***** EXTRACTED MATERIAL *****

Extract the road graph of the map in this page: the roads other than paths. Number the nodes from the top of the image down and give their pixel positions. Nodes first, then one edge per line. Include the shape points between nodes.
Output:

*****
***** EXTRACTED MATERIAL *****

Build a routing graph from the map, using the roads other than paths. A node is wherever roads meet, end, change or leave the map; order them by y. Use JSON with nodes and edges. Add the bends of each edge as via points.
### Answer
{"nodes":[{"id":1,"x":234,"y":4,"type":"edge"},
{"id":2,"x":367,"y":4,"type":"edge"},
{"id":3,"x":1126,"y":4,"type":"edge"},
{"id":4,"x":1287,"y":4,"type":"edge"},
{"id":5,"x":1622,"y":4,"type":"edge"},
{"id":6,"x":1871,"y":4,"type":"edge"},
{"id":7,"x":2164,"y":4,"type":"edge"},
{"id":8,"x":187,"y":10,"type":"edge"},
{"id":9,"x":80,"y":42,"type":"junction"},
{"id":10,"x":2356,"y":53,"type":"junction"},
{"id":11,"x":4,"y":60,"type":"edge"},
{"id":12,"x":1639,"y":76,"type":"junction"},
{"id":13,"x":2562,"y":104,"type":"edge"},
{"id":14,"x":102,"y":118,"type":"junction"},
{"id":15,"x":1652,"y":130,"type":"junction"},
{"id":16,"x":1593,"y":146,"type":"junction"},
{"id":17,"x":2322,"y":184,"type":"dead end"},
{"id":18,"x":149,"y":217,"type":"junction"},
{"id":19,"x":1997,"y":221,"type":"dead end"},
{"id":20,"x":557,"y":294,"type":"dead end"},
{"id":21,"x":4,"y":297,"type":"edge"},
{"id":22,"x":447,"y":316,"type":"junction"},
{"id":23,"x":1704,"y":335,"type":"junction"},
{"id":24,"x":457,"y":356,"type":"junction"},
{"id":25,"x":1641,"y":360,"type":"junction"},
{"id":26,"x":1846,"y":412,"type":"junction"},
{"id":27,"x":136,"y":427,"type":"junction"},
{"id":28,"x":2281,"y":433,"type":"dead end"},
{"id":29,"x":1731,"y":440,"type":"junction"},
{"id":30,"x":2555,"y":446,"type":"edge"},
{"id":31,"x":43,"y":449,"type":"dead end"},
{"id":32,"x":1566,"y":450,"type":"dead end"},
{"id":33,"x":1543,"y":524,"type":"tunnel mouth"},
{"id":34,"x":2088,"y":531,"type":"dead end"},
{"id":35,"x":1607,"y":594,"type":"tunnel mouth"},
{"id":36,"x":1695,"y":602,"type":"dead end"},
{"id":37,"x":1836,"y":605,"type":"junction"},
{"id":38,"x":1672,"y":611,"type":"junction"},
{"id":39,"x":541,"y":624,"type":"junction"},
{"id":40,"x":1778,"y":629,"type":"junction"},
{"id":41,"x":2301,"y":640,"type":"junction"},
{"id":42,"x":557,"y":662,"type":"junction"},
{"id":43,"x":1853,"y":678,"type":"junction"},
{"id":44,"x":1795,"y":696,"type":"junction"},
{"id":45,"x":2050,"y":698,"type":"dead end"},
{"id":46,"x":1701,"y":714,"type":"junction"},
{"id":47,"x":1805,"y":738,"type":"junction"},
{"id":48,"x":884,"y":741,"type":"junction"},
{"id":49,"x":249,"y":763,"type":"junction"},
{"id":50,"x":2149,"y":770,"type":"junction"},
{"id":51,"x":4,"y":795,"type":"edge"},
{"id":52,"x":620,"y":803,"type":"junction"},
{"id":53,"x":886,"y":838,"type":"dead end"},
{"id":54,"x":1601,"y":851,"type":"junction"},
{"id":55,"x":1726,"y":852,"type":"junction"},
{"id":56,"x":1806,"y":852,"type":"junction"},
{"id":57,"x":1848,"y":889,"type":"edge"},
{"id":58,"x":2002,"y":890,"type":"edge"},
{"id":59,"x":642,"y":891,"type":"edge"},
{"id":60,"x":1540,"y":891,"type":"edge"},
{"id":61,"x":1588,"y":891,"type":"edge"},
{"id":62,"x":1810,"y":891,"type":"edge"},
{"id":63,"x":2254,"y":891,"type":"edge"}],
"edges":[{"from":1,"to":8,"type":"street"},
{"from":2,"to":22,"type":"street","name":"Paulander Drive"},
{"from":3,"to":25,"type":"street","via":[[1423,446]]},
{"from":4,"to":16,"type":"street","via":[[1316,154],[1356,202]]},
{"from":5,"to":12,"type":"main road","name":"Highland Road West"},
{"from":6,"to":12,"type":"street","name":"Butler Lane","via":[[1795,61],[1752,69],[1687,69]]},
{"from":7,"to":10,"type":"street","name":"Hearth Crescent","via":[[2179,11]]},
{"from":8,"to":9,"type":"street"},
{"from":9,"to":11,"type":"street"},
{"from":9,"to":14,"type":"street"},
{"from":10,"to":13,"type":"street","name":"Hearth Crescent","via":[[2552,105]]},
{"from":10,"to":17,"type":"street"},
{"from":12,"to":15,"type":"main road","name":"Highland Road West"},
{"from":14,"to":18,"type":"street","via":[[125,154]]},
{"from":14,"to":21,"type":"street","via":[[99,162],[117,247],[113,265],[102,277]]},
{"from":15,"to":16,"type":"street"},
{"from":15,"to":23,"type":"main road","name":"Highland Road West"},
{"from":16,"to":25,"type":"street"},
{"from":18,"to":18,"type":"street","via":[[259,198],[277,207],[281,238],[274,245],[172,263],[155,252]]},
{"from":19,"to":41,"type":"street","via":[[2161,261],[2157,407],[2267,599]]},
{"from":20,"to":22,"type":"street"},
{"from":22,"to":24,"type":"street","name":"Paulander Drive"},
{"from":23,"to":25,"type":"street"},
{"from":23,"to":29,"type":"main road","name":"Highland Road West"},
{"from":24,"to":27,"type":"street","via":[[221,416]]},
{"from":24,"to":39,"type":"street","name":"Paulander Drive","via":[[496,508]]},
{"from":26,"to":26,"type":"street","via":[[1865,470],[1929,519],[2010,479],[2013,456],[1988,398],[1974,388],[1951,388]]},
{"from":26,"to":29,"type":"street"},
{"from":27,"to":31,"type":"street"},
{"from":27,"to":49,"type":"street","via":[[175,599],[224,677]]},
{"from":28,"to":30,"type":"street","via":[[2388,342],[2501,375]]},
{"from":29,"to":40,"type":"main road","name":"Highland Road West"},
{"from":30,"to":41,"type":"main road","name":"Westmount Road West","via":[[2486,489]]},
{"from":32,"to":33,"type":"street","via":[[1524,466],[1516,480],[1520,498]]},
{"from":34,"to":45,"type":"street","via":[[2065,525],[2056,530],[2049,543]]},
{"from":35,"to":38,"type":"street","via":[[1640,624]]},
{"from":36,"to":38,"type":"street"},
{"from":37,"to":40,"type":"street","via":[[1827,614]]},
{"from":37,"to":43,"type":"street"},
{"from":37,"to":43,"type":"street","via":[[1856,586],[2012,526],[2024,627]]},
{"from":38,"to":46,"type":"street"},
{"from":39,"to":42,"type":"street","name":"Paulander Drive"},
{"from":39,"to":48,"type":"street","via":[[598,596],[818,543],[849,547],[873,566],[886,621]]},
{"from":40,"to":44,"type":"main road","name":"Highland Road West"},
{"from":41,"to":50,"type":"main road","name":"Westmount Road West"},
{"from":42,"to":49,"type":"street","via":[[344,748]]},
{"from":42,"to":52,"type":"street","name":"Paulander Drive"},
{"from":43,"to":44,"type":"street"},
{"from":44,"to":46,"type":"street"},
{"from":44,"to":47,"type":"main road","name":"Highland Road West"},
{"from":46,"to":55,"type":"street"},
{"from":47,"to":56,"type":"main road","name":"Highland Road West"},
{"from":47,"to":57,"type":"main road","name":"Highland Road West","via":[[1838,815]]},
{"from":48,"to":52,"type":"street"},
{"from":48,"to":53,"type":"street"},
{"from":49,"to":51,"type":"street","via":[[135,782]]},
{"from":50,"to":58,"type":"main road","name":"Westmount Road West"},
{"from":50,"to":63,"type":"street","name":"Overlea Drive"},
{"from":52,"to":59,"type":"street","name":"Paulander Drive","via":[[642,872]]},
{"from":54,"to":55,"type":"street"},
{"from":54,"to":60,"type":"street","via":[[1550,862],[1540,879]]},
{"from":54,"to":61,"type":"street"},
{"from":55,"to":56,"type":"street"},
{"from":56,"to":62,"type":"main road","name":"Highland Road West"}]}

*****

How many lines in these entries contain the string "than"? State the number and nothing more.

# OUTPUT FOR THIS TASK:
2